Oosthoek's Uitgevers Mij. N.V (1916-1925)

Gepubliceerd op 31-01-2022

Taoïsme

betekenis & definitie

1. o., filosofische school, die tussen de 4e en 3e eeuw v.C. in China ontstond als reactie op de confucianistische traditie.

De geschriften van Lao-tse (de Tao-te-tjing), Tsjang-tse en Liè-tse centreren zich om de Tao als oerprincipe, oorsprong van alle zijn. Tao zelf is alleen maar negatief als ‘niet-zijn’ uit te drukken. De eenwording met de Tao is het doel van het ware mens-zijn.
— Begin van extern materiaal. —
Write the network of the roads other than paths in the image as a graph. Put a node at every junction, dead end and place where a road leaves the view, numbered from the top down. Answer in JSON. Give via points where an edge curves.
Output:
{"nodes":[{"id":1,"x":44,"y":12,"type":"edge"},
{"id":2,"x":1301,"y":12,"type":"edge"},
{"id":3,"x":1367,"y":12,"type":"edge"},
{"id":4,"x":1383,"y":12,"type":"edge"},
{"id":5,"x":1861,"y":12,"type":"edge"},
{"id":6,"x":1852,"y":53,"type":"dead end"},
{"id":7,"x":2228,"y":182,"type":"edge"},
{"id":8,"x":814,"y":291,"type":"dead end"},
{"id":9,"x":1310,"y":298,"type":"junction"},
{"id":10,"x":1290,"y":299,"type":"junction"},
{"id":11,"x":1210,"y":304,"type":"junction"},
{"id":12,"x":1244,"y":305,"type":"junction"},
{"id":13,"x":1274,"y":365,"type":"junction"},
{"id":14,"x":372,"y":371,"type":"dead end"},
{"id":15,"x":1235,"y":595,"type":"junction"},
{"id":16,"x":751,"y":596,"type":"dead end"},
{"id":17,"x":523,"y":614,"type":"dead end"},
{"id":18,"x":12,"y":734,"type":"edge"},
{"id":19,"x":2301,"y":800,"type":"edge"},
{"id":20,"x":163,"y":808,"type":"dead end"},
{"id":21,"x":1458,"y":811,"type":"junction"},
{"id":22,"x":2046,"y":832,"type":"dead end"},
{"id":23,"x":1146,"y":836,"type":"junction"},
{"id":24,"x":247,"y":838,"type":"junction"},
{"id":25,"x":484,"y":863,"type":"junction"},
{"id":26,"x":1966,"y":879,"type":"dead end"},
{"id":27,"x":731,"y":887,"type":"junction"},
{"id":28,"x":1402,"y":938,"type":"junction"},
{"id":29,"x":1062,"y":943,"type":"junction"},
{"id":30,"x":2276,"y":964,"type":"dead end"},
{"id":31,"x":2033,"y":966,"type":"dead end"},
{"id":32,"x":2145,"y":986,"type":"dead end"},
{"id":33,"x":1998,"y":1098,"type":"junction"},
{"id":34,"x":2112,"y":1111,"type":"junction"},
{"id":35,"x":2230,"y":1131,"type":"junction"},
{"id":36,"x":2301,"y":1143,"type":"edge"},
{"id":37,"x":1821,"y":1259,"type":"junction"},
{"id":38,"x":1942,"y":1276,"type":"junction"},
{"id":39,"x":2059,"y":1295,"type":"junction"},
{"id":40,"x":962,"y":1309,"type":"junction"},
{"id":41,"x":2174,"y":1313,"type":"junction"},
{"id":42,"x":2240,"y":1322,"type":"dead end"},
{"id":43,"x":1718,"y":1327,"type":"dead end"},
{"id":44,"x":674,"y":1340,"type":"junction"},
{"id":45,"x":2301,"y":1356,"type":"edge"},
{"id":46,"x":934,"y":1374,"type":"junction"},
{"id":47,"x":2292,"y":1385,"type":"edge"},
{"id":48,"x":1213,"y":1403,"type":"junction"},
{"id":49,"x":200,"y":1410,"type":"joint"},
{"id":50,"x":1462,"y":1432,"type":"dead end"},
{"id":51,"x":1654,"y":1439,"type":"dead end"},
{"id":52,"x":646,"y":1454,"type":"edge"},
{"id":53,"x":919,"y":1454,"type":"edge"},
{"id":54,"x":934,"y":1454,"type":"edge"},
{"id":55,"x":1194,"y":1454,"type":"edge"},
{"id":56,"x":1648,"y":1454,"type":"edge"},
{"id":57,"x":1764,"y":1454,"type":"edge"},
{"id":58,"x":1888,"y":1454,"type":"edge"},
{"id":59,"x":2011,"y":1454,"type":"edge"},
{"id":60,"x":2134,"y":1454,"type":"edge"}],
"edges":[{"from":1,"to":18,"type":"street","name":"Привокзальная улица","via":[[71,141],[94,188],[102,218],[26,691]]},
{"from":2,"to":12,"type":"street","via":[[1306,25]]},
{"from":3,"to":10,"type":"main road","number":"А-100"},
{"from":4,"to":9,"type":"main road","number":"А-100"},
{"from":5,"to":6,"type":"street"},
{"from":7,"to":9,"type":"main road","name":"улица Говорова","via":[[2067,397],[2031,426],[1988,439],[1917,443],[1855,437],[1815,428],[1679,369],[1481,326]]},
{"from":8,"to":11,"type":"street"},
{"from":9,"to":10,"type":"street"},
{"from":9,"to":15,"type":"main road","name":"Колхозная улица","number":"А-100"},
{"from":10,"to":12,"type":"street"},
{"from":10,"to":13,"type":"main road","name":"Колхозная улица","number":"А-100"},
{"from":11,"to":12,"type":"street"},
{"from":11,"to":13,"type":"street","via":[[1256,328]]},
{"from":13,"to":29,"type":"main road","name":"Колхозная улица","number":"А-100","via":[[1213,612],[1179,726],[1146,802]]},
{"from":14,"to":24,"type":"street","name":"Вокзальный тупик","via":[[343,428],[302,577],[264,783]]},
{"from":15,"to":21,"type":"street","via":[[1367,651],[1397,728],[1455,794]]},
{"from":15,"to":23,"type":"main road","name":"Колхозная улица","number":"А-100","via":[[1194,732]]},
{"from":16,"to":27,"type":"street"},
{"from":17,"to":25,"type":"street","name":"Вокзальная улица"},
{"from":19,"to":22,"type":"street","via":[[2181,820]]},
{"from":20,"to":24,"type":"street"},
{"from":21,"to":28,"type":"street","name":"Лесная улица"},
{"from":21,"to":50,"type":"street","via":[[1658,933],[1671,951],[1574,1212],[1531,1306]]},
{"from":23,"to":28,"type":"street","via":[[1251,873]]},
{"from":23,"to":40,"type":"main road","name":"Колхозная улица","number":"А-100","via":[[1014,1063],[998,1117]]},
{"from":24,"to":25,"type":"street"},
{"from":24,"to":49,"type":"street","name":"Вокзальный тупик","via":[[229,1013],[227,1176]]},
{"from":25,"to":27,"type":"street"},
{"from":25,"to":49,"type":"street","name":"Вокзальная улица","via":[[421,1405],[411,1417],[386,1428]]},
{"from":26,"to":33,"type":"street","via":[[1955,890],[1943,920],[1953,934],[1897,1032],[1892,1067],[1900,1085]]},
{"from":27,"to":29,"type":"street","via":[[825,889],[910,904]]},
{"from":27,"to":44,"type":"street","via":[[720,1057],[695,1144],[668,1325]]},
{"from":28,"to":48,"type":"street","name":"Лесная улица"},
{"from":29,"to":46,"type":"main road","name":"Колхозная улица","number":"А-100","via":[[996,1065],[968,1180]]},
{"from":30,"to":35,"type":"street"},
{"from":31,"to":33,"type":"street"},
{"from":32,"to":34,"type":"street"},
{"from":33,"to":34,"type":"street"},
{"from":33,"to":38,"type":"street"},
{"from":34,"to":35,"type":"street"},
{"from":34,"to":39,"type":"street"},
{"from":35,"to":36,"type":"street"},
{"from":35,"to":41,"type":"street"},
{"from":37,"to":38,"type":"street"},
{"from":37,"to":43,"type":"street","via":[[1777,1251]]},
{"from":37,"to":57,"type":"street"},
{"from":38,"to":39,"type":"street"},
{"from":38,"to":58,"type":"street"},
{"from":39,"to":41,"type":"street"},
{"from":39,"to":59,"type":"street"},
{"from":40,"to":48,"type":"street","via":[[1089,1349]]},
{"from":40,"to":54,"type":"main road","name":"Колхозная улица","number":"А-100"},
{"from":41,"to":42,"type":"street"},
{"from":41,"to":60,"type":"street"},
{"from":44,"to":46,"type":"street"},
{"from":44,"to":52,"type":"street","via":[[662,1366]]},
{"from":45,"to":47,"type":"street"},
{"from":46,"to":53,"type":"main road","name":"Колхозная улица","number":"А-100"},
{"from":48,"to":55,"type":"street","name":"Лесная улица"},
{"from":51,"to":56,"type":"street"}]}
Wie dit bereikt, is in de onsterfelijkheid ingetreden. In de eenwording met de Tao keert hij tot de oerspontaneïteit terug, die de tegenstelling van goed en kwaad transcendeert.

2. o., religieuze beweging, die zich in de 2e eeuw n.C. kristalliseerde in de beweging van Tsjang Tao-ling en die vooral door haar liturgie grote invloed uitoefende op het religieuze volksleven.

Het ‘religieuze taoïsme’ incorporeerde de oude taoïstische geschriften in zijn zeer uitgebreide canon. Als levensfilosofie met de nadruk op psychosomatische profylaxe en meditatie is zij van de volksgodsdienst met haar pantheon te onderscheiden. Taoïstische voorstellingen van kosmos en mens liggen ten grondslag aan de traditionele medische praktijken en proto-wetenschappelijke inzichten.

LITT. H. Maspero, Le taoisme (1950); H. Welch, The parting of the ways (1966).